→ **Work required**
For the string "path", search the entries below and copy every line where it appears.

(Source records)
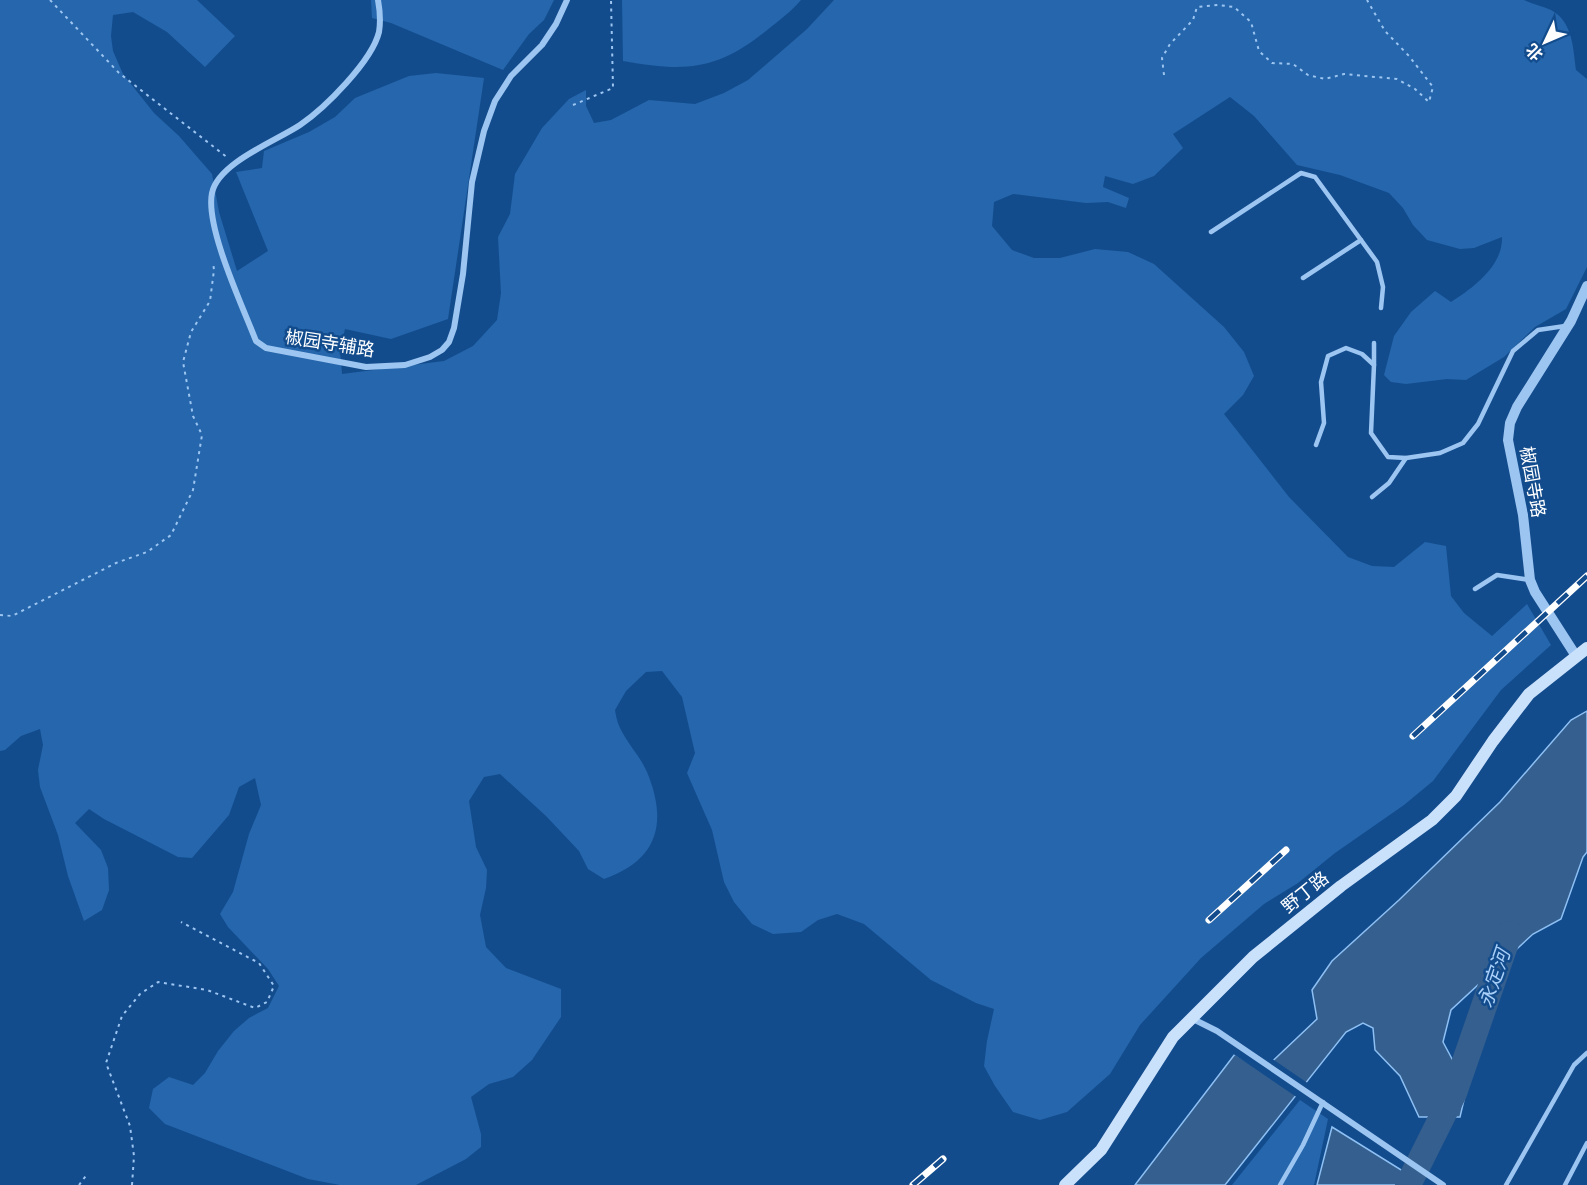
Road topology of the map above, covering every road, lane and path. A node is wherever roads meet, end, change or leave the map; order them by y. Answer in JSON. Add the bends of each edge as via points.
{"nodes":[{"id":1,"x":50,"y":0,"type":"edge"},
{"id":2,"x":378,"y":0,"type":"edge"},
{"id":3,"x":567,"y":0,"type":"edge"},
{"id":4,"x":611,"y":0,"type":"edge"},
{"id":5,"x":1367,"y":0,"type":"edge"},
{"id":6,"x":1164,"y":75,"type":"dead end"},
{"id":7,"x":573,"y":105,"type":"dead end"},
{"id":8,"x":235,"y":164,"type":"junction"},
{"id":9,"x":1211,"y":232,"type":"dead end"},
{"id":10,"x":1361,"y":240,"type":"junction"},
{"id":11,"x":212,"y":260,"type":"dead end"},
{"id":12,"x":1303,"y":278,"type":"dead end"},
{"id":13,"x":1587,"y":286,"type":"edge"},
{"id":14,"x":1381,"y":308,"type":"dead end"},
{"id":15,"x":1568,"y":326,"type":"junction"},
{"id":16,"x":1374,"y":343,"type":"dead end"},
{"id":17,"x":1374,"y":365,"type":"junction"},
{"id":18,"x":1316,"y":445,"type":"dead end"},
{"id":19,"x":1406,"y":458,"type":"junction"},
{"id":20,"x":1372,"y":497,"type":"dead end"},
{"id":21,"x":1530,"y":580,"type":"junction"},
{"id":22,"x":1475,"y":589,"type":"dead end"},
{"id":23,"x":0,"y":615,"type":"edge"},
{"id":24,"x":1587,"y":648,"type":"edge"},
{"id":25,"x":1576,"y":656,"type":"junction"},
{"id":26,"x":181,"y":922,"type":"dead end"},
{"id":27,"x":1193,"y":1019,"type":"junction"},
{"id":28,"x":1587,"y":1053,"type":"edge"},
{"id":29,"x":1323,"y":1102,"type":"junction"},
{"id":30,"x":1587,"y":1143,"type":"edge"},
{"id":31,"x":88,"y":1173,"type":"dead end"},
{"id":32,"x":80,"y":1185,"type":"edge"},
{"id":33,"x":132,"y":1185,"type":"edge"},
{"id":34,"x":1065,"y":1185,"type":"edge"},
{"id":35,"x":1280,"y":1185,"type":"edge"},
{"id":36,"x":1443,"y":1185,"type":"edge"},
{"id":37,"x":1506,"y":1185,"type":"edge"},
{"id":38,"x":1565,"y":1185,"type":"edge"}],
"edges":[{"from":1,"to":8,"type":"path","via":[[119,73]]},
{"from":2,"to":8,"type":"street","name":"椒园寺辅路","via":[[379,33],[369,54],[328,102],[302,124]]},
{"from":3,"to":8,"type":"street","name":"椒园寺辅路","via":[[542,45],[511,76],[495,101],[472,182],[454,328],[449,342],[430,357],[405,365],[366,367],[266,348],[256,341],[213,228],[212,193],[221,176]]},
{"from":4,"to":7,"type":"path","via":[[613,88]]},
{"from":5,"to":6,"type":"path","via":[[1385,31],[1433,87],[1429,102],[1397,79],[1344,74],[1325,79],[1308,75],[1293,64],[1272,63],[1259,51],[1251,22],[1234,7],[1218,5],[1197,6],[1193,20],[1162,58]]},
{"from":9,"to":10,"type":"lane","via":[[1301,173],[1315,177]]},
{"from":10,"to":12,"type":"lane"},
{"from":10,"to":14,"type":"lane","via":[[1377,262],[1383,287]]},
{"from":11,"to":23,"type":"path","via":[[210,301],[191,332],[183,362],[193,416],[202,435],[194,490],[171,535],[147,552],[116,563],[12,616]]},
{"from":13,"to":15,"type":"street","name":"椒园寺路"},
{"from":15,"to":19,"type":"lane","via":[[1538,330],[1513,351],[1478,424],[1463,443],[1440,453]]},
{"from":15,"to":21,"type":"street","name":"椒园寺路","via":[[1510,423],[1510,453],[1523,515]]},
{"from":16,"to":17,"type":"lane"},
{"from":17,"to":18,"type":"lane","via":[[1362,354],[1346,348],[1328,357],[1321,382],[1324,423]]},
{"from":17,"to":19,"type":"lane","via":[[1371,433],[1388,457]]},
{"from":19,"to":20,"type":"lane","via":[[1389,483]]},
{"from":21,"to":22,"type":"lane","via":[[1497,575]]},
{"from":21,"to":25,"type":"street","name":"椒园寺路"},
{"from":24,"to":25,"type":"main road","name":"野丁路"},
{"from":25,"to":27,"type":"main road","name":"野丁路","via":[[1529,694],[1456,796],[1440,812],[1253,957]]},
{"from":26,"to":33,"type":"path","via":[[259,963],[274,986],[267,1002],[255,1008],[207,990],[158,982],[140,994],[122,1016],[106,1062],[130,1126]]},
{"from":27,"to":29,"type":"street"},
{"from":27,"to":34,"type":"main road","name":"野丁路","via":[[1173,1037],[1101,1150]]},
{"from":28,"to":37,"type":"lane","via":[[1574,1065]]},
{"from":29,"to":35,"type":"lane"},
{"from":29,"to":36,"type":"street"},
{"from":30,"to":38,"type":"lane"},
{"from":31,"to":32,"type":"path"}]}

→ **Your response**
Road topology of the map above, covering every road, lane and path. A node is wherever roads meet, end, change or leave the map; order them by y. Answer in JSON. Add the bends of each edge as via points.
"edges":[{"from":1,"to":8,"type":"path","via":[[119,73]]},
{"from":4,"to":7,"type":"path","via":[[613,88]]},
{"from":5,"to":6,"type":"path","via":[[1385,31],[1433,87],[1429,102],[1397,79],[1344,74],[1325,79],[1308,75],[1293,64],[1272,63],[1259,51],[1251,22],[1234,7],[1218,5],[1197,6],[1193,20],[1162,58]]},
{"from":11,"to":23,"type":"path","via":[[210,301],[191,332],[183,362],[193,416],[202,435],[194,490],[171,535],[147,552],[116,563],[12,616]]},
{"from":26,"to":33,"type":"path","via":[[259,963],[274,986],[267,1002],[255,1008],[207,990],[158,982],[140,994],[122,1016],[106,1062],[130,1126]]},
{"from":31,"to":32,"type":"path"}]}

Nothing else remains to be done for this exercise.